Exercise directions
Whenever the string "Álvarez" turns up in a line of the data below, copy that line.

[Stored data entries]
::::::::
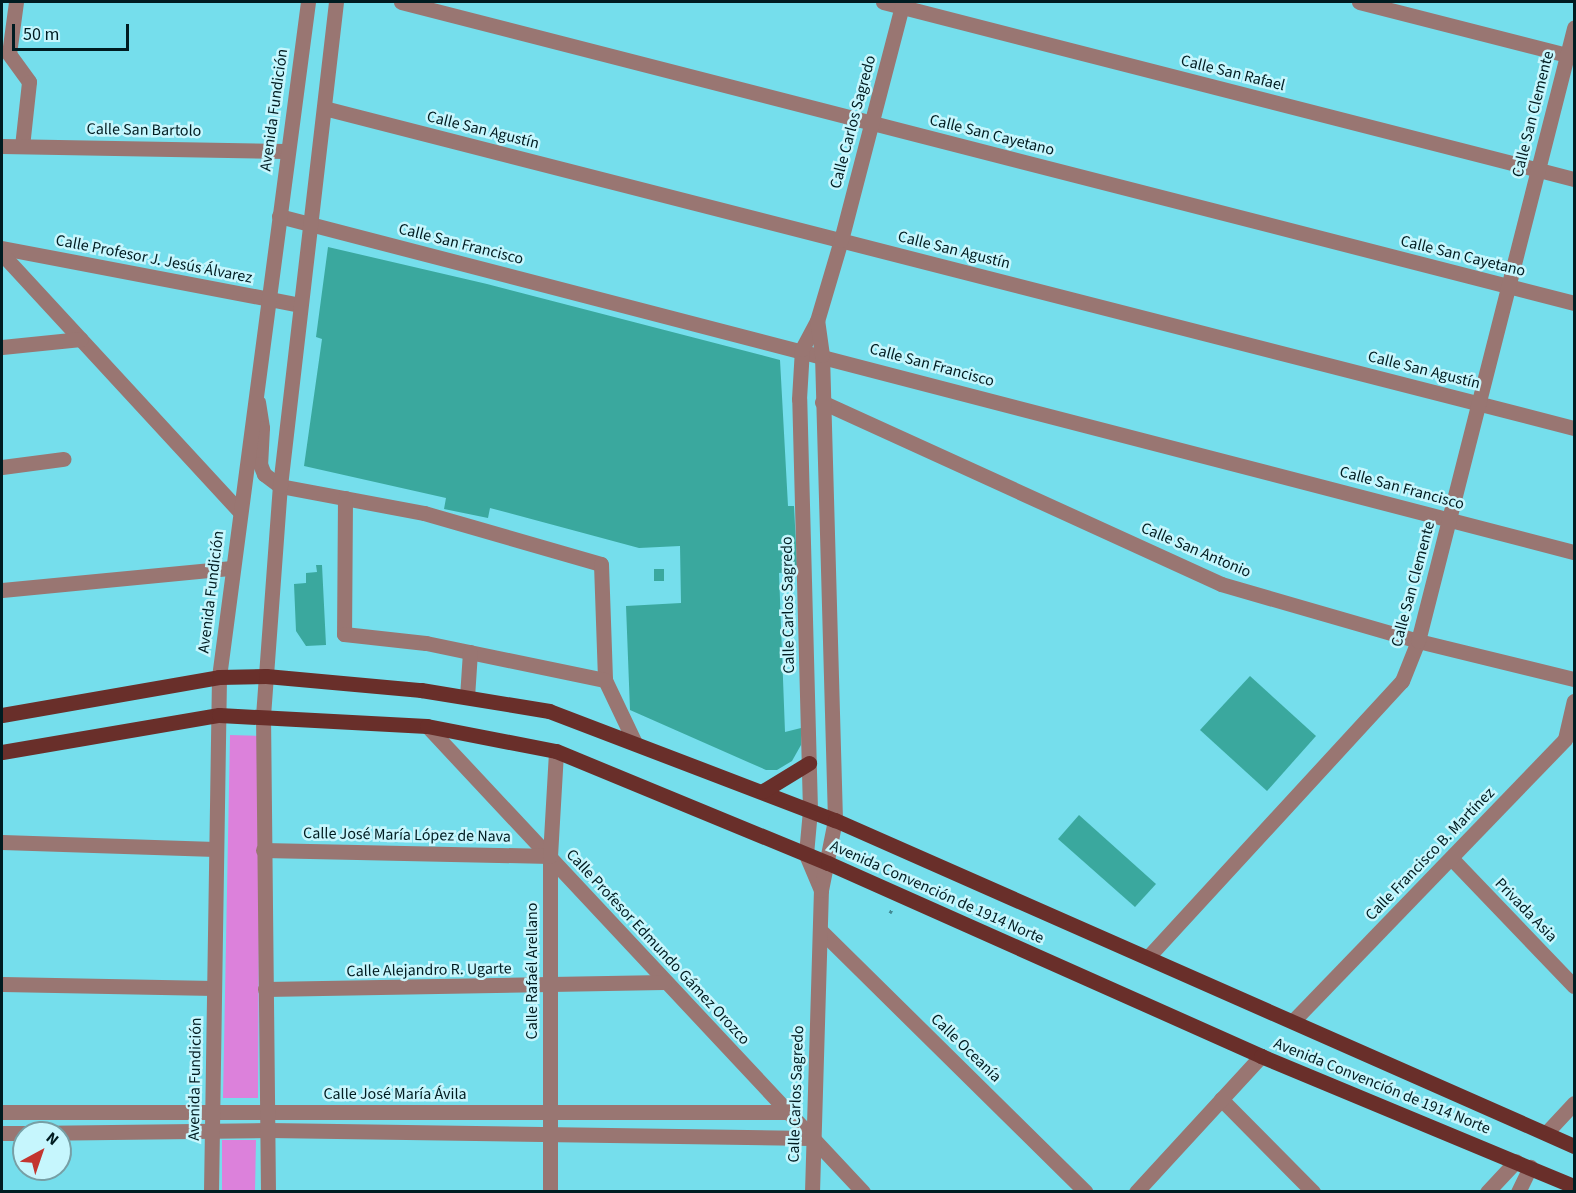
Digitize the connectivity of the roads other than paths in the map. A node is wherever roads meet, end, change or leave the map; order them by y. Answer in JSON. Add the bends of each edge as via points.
{"nodes":[{"id":1,"x":16,"y":2,"type":"edge"},
{"id":2,"x":308,"y":2,"type":"edge"},
{"id":3,"x":336,"y":2,"type":"edge"},
{"id":4,"x":401,"y":2,"type":"edge"},
{"id":5,"x":883,"y":2,"type":"edge"},
{"id":6,"x":1359,"y":2,"type":"edge"},
{"id":7,"x":902,"y":4,"type":"edge"},
{"id":8,"x":1575,"y":28,"type":"edge"},
{"id":9,"x":1571,"y":56,"type":"edge"},
{"id":10,"x":324,"y":108,"type":"junction"},
{"id":11,"x":872,"y":122,"type":"junction"},
{"id":12,"x":2,"y":146,"type":"edge"},
{"id":13,"x":22,"y":146,"type":"junction"},
{"id":14,"x":286,"y":151,"type":"junction"},
{"id":15,"x":1538,"y":170,"type":"junction"},
{"id":16,"x":1575,"y":179,"type":"edge"},
{"id":17,"x":279,"y":216,"type":"junction"},
{"id":18,"x":308,"y":224,"type":"junction"},
{"id":19,"x":841,"y":240,"type":"junction"},
{"id":20,"x":2,"y":248,"type":"edge"},
{"id":21,"x":2,"y":254,"type":"edge"},
{"id":22,"x":1508,"y":286,"type":"junction"},
{"id":23,"x":266,"y":298,"type":"junction"},
{"id":24,"x":1575,"y":303,"type":"edge"},
{"id":25,"x":300,"y":304,"type":"junction"},
{"id":26,"x":817,"y":321,"type":"junction"},
{"id":27,"x":81,"y":339,"type":"junction"},
{"id":28,"x":2,"y":346,"type":"edge"},
{"id":29,"x":802,"y":349,"type":"junction"},
{"id":30,"x":822,"y":355,"type":"junction"},
{"id":31,"x":254,"y":393,"type":"junction"},
{"id":32,"x":822,"y":402,"type":"junction"},
{"id":33,"x":1478,"y":403,"type":"junction"},
{"id":34,"x":1575,"y":428,"type":"edge"},
{"id":35,"x":63,"y":459,"type":"dead end"},
{"id":36,"x":2,"y":467,"type":"edge"},
{"id":37,"x":280,"y":486,"type":"junction"},
{"id":38,"x":345,"y":498,"type":"junction"},
{"id":39,"x":240,"y":512,"type":"junction"},
{"id":40,"x":1449,"y":519,"type":"junction"},
{"id":41,"x":805,"y":544,"type":"junction"},
{"id":42,"x":829,"y":544,"type":"junction"},
{"id":43,"x":1575,"y":552,"type":"edge"},
{"id":44,"x":232,"y":568,"type":"junction"},
{"id":45,"x":2,"y":590,"type":"edge"},
{"id":46,"x":1418,"y":641,"type":"junction"},
{"id":47,"x":470,"y":652,"type":"junction"},
{"id":48,"x":266,"y":676,"type":"junction"},
{"id":49,"x":219,"y":677,"type":"junction"},
{"id":50,"x":1575,"y":679,"type":"edge"},
{"id":51,"x":605,"y":680,"type":"junction"},
{"id":52,"x":467,"y":697,"type":"junction"},
{"id":53,"x":1575,"y":701,"type":"edge"},
{"id":54,"x":219,"y":715,"type":"junction"},
{"id":55,"x":2,"y":716,"type":"edge"},
{"id":56,"x":262,"y":716,"type":"junction"},
{"id":57,"x":427,"y":726,"type":"junction"},
{"id":58,"x":1570,"y":742,"type":"edge"},
{"id":59,"x":634,"y":743,"type":"junction"},
{"id":60,"x":556,"y":751,"type":"junction"},
{"id":61,"x":2,"y":752,"type":"edge"},
{"id":62,"x":809,"y":763,"type":"junction"},
{"id":63,"x":763,"y":791,"type":"junction"},
{"id":64,"x":810,"y":810,"type":"junction"},
{"id":65,"x":835,"y":820,"type":"junction"},
{"id":66,"x":2,"y":842,"type":"edge"},
{"id":67,"x":215,"y":849,"type":"junction"},
{"id":68,"x":263,"y":850,"type":"junction"},
{"id":69,"x":806,"y":854,"type":"junction"},
{"id":70,"x":550,"y":856,"type":"junction"},
{"id":71,"x":1452,"y":859,"type":"junction"},
{"id":72,"x":828,"y":863,"type":"junction"},
{"id":73,"x":821,"y":890,"type":"junction"},
{"id":74,"x":820,"y":930,"type":"junction"},
{"id":75,"x":1148,"y":957,"type":"junction"},
{"id":76,"x":664,"y":982,"type":"junction"},
{"id":77,"x":2,"y":984,"type":"edge"},
{"id":78,"x":550,"y":986,"type":"junction"},
{"id":79,"x":1575,"y":986,"type":"edge"},
{"id":80,"x":214,"y":988,"type":"junction"},
{"id":81,"x":266,"y":989,"type":"junction"},
{"id":82,"x":1293,"y":1022,"type":"junction"},
{"id":83,"x":1261,"y":1056,"type":"junction"},
{"id":84,"x":1221,"y":1099,"type":"junction"},
{"id":85,"x":1575,"y":1103,"type":"edge"},
{"id":86,"x":213,"y":1110,"type":"junction"},
{"id":87,"x":268,"y":1111,"type":"junction"},
{"id":88,"x":2,"y":1112,"type":"edge"},
{"id":89,"x":550,"y":1112,"type":"junction"},
{"id":90,"x":788,"y":1112,"type":"junction"},
{"id":91,"x":268,"y":1130,"type":"junction"},
{"id":92,"x":212,"y":1132,"type":"junction"},
{"id":93,"x":72,"y":1133,"type":"edge"},
{"id":94,"x":550,"y":1133,"type":"junction"},
{"id":95,"x":1546,"y":1133,"type":"junction"},
{"id":96,"x":812,"y":1138,"type":"junction"},
{"id":97,"x":1575,"y":1146,"type":"edge"},
{"id":98,"x":1523,"y":1164,"type":"junction"},
{"id":99,"x":1567,"y":1186,"type":"edge"},
{"id":100,"x":211,"y":1191,"type":"edge"},
{"id":101,"x":268,"y":1191,"type":"edge"},
{"id":102,"x":550,"y":1191,"type":"edge"},
{"id":103,"x":812,"y":1191,"type":"edge"},
{"id":104,"x":863,"y":1191,"type":"edge"},
{"id":105,"x":1086,"y":1191,"type":"edge"},
{"id":106,"x":1136,"y":1191,"type":"edge"},
{"id":107,"x":1313,"y":1191,"type":"edge"},
{"id":108,"x":1487,"y":1191,"type":"edge"},
{"id":109,"x":1518,"y":1191,"type":"edge"}],
"edges":[{"from":1,"to":13,"type":"street","via":[[9,54],[29,82]]},
{"from":2,"to":14,"type":"street","name":"Avenida Fundición"},
{"from":3,"to":10,"type":"street"},
{"from":4,"to":11,"type":"street","name":"Calle San Cayetano"},
{"from":5,"to":7,"type":"street","name":"Calle San Rafael"},
{"from":6,"to":9,"type":"street"},
{"from":7,"to":11,"type":"street","name":"Calle Carlos Sagredo"},
{"from":7,"to":15,"type":"street","name":"Calle San Rafael"},
{"from":8,"to":9,"type":"street","name":"Calle San Clemente"},
{"from":9,"to":15,"type":"street","name":"Calle San Clemente"},
{"from":10,"to":18,"type":"street"},
{"from":10,"to":19,"type":"street","name":"Calle San Agustín"},
{"from":11,"to":19,"type":"street","name":"Calle Carlos Sagredo"},
{"from":11,"to":22,"type":"street","name":"Calle San Cayetano"},
{"from":12,"to":13,"type":"street","name":"Calle San Bartolo"},
{"from":13,"to":14,"type":"street","name":"Calle San Bartolo"},
{"from":14,"to":17,"type":"street","name":"Avenida Fundición"},
{"from":15,"to":16,"type":"street","name":"Calle San Rafael"},
{"from":15,"to":22,"type":"street","name":"Calle San Clemente"},
{"from":17,"to":18,"type":"street","name":"Calle San Francisco"},
{"from":17,"to":23,"type":"street","name":"Avenida Fundición"},
{"from":18,"to":25,"type":"street"},
{"from":18,"to":29,"type":"street","name":"Calle San Francisco"},
{"from":19,"to":26,"type":"street","name":"Calle Carlos Sagredo"},
{"from":19,"to":33,"type":"street","name":"Calle San Agustín"},
{"from":20,"to":23,"type":"street","name":"Calle Profesor J. Jesús Álvarez"},
{"from":21,"to":27,"type":"street"},
{"from":22,"to":24,"type":"street","name":"Calle San Cayetano"},
{"from":22,"to":33,"type":"street","name":"Calle San Clemente"},
{"from":23,"to":25,"type":"street","name":"Calle Profesor J. Jesús Álvarez"},
{"from":23,"to":31,"type":"street","name":"Avenida Fundición"},
{"from":25,"to":37,"type":"street"},
{"from":26,"to":29,"type":"street","name":"Calle Carlos Sagredo"},
{"from":26,"to":30,"type":"street","name":"Calle Carlos Sagredo"},
{"from":27,"to":28,"type":"street"},
{"from":27,"to":39,"type":"street"},
{"from":29,"to":30,"type":"street","name":"Calle San Francisco"},
{"from":29,"to":41,"type":"street","name":"Calle Carlos Sagredo","via":[[799,399]]},
{"from":30,"to":32,"type":"street","name":"Calle Carlos Sagredo"},
{"from":30,"to":40,"type":"street","name":"Calle San Francisco"},
{"from":31,"to":37,"type":"street","via":[[262,428],[260,464],[264,474]]},
{"from":31,"to":39,"type":"street","name":"Avenida Fundición"},
{"from":32,"to":42,"type":"street","name":"Calle Carlos Sagredo"},
{"from":32,"to":46,"type":"street","name":"Calle San Antonio","via":[[1221,584]]},
{"from":33,"to":34,"type":"street","name":"Calle San Agustín"},
{"from":33,"to":40,"type":"street","name":"Calle San Clemente"},
{"from":35,"to":36,"type":"street"},
{"from":37,"to":38,"type":"street"},
{"from":37,"to":48,"type":"street"},
{"from":38,"to":47,"type":"street","via":[[344,634]]},
{"from":38,"to":51,"type":"street","via":[[424,513],[601,564]]},
{"from":39,"to":44,"type":"street","name":"Avenida Fundición"},
{"from":40,"to":43,"type":"street","name":"Calle San Francisco"},
{"from":40,"to":46,"type":"street","name":"Calle San Clemente"},
{"from":41,"to":42,"type":"street"},
{"from":41,"to":62,"type":"street","name":"Calle Carlos Sagredo"},
{"from":42,"to":65,"type":"street","name":"Calle Carlos Sagredo"},
{"from":44,"to":45,"type":"street"},
{"from":44,"to":49,"type":"street","name":"Avenida Fundición"},
{"from":46,"to":50,"type":"street","name":"Calle San Antonio"},
{"from":46,"to":75,"type":"street","name":"Calle San Clemente","via":[[1402,681]]},
{"from":47,"to":51,"type":"street"},
{"from":47,"to":52,"type":"street"},
{"from":48,"to":49,"type":"main road","name":"Avenida Convención de 1914 Norte"},
{"from":48,"to":52,"type":"main road","name":"Avenida Convención de 1914 Norte"},
{"from":48,"to":56,"type":"street"},
{"from":49,"to":54,"type":"street","name":"Avenida Fundición"},
{"from":49,"to":55,"type":"main road","name":"Avenida Convención de 1914 Norte"},
{"from":51,"to":59,"type":"street"},
{"from":52,"to":59,"type":"main road","name":"Avenida Convención de 1914 Norte","via":[[549,711]]},
{"from":53,"to":58,"type":"street","name":"Calle Francisco B. Martínez"},
{"from":54,"to":56,"type":"main road","name":"Avenida Convención de 1914 Norte"},
{"from":54,"to":61,"type":"main road","name":"Avenida Convención de 1914 Norte"},
{"from":54,"to":67,"type":"street","name":"Avenida Fundición"},
{"from":56,"to":57,"type":"main road","name":"Avenida Convención de 1914 Norte"},
{"from":56,"to":68,"type":"street"},
{"from":57,"to":60,"type":"main road","name":"Avenida Convención de 1914 Norte"},
{"from":57,"to":70,"type":"street","name":"Calle Profesor Edmundo Gámez Orozco"},
{"from":58,"to":71,"type":"street","name":"Calle Francisco B. Martínez"},
{"from":59,"to":63,"type":"main road","name":"Avenida Convención de 1914 Norte"},
{"from":60,"to":69,"type":"main road","name":"Avenida Convención de 1914 Norte"},
{"from":60,"to":70,"type":"street","name":"Calle Rafaél Arellano"},
{"from":62,"to":63,"type":"main road"},
{"from":62,"to":64,"type":"street","name":"Calle Carlos Sagredo"},
{"from":63,"to":64,"type":"main road","name":"Avenida Convención de 1914 Norte"},
{"from":64,"to":65,"type":"main road","name":"Avenida Convención de 1914 Norte"},
{"from":64,"to":69,"type":"street","name":"Calle Carlos Sagredo"},
{"from":65,"to":72,"type":"street","name":"Calle Carlos Sagredo"},
{"from":65,"to":75,"type":"main road","name":"Avenida Convención de 1914 Norte"},
{"from":66,"to":67,"type":"street"},
{"from":67,"to":80,"type":"street","name":"Avenida Fundición"},
{"from":68,"to":70,"type":"street","name":"Calle José María López de Nava"},
{"from":68,"to":81,"type":"street"},
{"from":69,"to":72,"type":"main road","name":"Avenida Convención de 1914 Norte"},
{"from":69,"to":73,"type":"street","name":"Calle Carlos Sagredo"},
{"from":70,"to":76,"type":"street","name":"Calle Profesor Edmundo Gámez Orozco"},
{"from":70,"to":78,"type":"street","name":"Calle Rafaél Arellano"},
{"from":71,"to":79,"type":"street","name":"Privada Asia"},
{"from":71,"to":82,"type":"street","name":"Calle Francisco B. Martínez"},
{"from":72,"to":73,"type":"street","name":"Calle Carlos Sagredo"},
{"from":72,"to":83,"type":"main road","name":"Avenida Convención de 1914 Norte"},
{"from":73,"to":74,"type":"street","name":"Calle Carlos Sagredo"},
{"from":74,"to":96,"type":"street","name":"Calle Carlos Sagredo"},
{"from":74,"to":105,"type":"street","name":"Calle Oceanía"},
{"from":75,"to":82,"type":"main road","name":"Avenida Convención de 1914 Norte"},
{"from":76,"to":78,"type":"street","name":"Calle Alejandro R. Ugarte"},
{"from":76,"to":90,"type":"street","name":"Calle Profesor Edmundo Gámez Orozco"},
{"from":77,"to":80,"type":"street"},
{"from":78,"to":81,"type":"street","name":"Calle Alejandro R. Ugarte"},
{"from":78,"to":89,"type":"street","name":"Calle Rafaél Arellano"},
{"from":80,"to":86,"type":"street","name":"Avenida Fundición"},
{"from":81,"to":87,"type":"street"},
{"from":82,"to":95,"type":"main road","name":"Avenida Convención de 1914 Norte"},
{"from":83,"to":84,"type":"street"},
{"from":83,"to":98,"type":"main road","name":"Avenida Convención de 1914 Norte"},
{"from":84,"to":106,"type":"street"},
{"from":84,"to":107,"type":"street"},
{"from":85,"to":95,"type":"street"},
{"from":86,"to":87,"type":"street","name":"Calle José María Ávila"},
{"from":86,"to":88,"type":"street","name":"Calle José María Ávila"},
{"from":86,"to":92,"type":"street","name":"Avenida Fundición"},
{"from":87,"to":89,"type":"street","name":"Calle José María Ávila"},
{"from":87,"to":91,"type":"street"},
{"from":89,"to":90,"type":"street","name":"Calle José María Ávila"},
{"from":89,"to":94,"type":"street","name":"Calle Rafaél Arellano"},
{"from":90,"to":96,"type":"street","name":"Calle Profesor Edmundo Gámez Orozco"},
{"from":91,"to":92,"type":"street"},
{"from":91,"to":94,"type":"street"},
{"from":91,"to":101,"type":"street"},
{"from":92,"to":93,"type":"street"},
{"from":92,"to":100,"type":"street","name":"Avenida Fundición"},
{"from":94,"to":96,"type":"street"},
{"from":94,"to":102,"type":"street","name":"Calle Rafaél Arellano"},
{"from":95,"to":97,"type":"main road","name":"Avenida Convención de 1914 Norte"},
{"from":96,"to":103,"type":"street","name":"Calle Carlos Sagredo"},
{"from":96,"to":104,"type":"street","name":"Calle Profesor Edmundo Gámez Orozco"},
{"from":98,"to":99,"type":"main road","name":"Avenida Convención de 1914 Norte"},
{"from":98,"to":108,"type":"street"},
{"from":98,"to":109,"type":"street"}]}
::::::::
Solution to the problem
{"from":20,"to":23,"type":"street","name":"Calle Profesor J. Jesús Álvarez"},
{"from":23,"to":25,"type":"street","name":"Calle Profesor J. Jesús Álvarez"},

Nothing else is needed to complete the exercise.